====== Data for this task ======

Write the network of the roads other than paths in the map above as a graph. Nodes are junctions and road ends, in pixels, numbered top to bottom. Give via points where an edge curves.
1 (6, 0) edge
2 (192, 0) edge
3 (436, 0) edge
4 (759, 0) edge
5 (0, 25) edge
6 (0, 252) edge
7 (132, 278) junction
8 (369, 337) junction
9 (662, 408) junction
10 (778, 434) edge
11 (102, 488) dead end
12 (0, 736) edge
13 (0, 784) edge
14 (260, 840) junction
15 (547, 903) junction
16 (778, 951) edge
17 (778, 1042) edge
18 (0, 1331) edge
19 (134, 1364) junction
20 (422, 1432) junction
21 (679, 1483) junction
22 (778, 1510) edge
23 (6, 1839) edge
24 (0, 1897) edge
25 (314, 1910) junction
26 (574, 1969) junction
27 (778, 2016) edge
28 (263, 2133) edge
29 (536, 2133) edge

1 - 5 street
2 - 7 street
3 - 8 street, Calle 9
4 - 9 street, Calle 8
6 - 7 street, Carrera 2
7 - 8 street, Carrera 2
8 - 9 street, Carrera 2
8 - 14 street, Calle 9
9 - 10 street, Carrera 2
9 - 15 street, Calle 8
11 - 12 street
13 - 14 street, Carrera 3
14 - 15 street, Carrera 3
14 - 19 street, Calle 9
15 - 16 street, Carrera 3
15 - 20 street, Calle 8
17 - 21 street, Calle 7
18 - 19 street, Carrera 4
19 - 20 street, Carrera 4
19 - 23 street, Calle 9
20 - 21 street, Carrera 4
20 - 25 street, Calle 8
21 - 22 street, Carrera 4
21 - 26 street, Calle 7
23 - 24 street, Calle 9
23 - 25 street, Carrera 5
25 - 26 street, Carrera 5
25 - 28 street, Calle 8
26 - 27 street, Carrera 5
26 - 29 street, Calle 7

======

Work request:
Reproduce the data. Keep it exact.

Answer to this exercise:
Write the network of the roads other than paths in the map above as a graph. Nodes are junctions and road ends, in pixels, numbered top to bottom. Give via points where an edge curves.
1 (6, 0) edge
2 (192, 0) edge
3 (436, 0) edge
4 (759, 0) edge
5 (0, 25) edge
6 (0, 252) edge
7 (132, 278) junction
8 (369, 337) junction
9 (662, 408) junction
10 (778, 434) edge
11 (102, 488) dead end
12 (0, 736) edge
13 (0, 784) edge
14 (260, 840) junction
15 (547, 903) junction
16 (778, 951) edge
17 (778, 1042) edge
18 (0, 1331) edge
19 (134, 1364) junction
20 (422, 1432) junction
21 (679, 1483) junction
22 (778, 1510) edge
23 (6, 1839) edge
24 (0, 1897) edge
25 (314, 1910) junction
26 (574, 1969) junction
27 (778, 2016) edge
28 (263, 2133) edge
29 (536, 2133) edge

1 - 5 street
2 - 7 street
3 - 8 street, Calle 9
4 - 9 street, Calle 8
6 - 7 street, Carrera 2
7 - 8 street, Carrera 2
8 - 9 street, Carrera 2
8 - 14 street, Calle 9
9 - 10 street, Carrera 2
9 - 15 street, Calle 8
11 - 12 street
13 - 14 street, Carrera 3
14 - 15 street, Carrera 3
14 - 19 street, Calle 9
15 - 16 street, Carrera 3
15 - 20 street, Calle 8
17 - 21 street, Calle 7
18 - 19 street, Carrera 4
19 - 20 street, Carrera 4
19 - 23 street, Calle 9
20 - 21 street, Carrera 4
20 - 25 street, Calle 8
21 - 22 street, Carrera 4
21 - 26 street, Calle 7
23 - 24 street, Calle 9
23 - 25 street, Carrera 5
25 - 26 street, Carrera 5
25 - 28 street, Calle 8
26 - 27 street, Carrera 5
26 - 29 street, Calle 7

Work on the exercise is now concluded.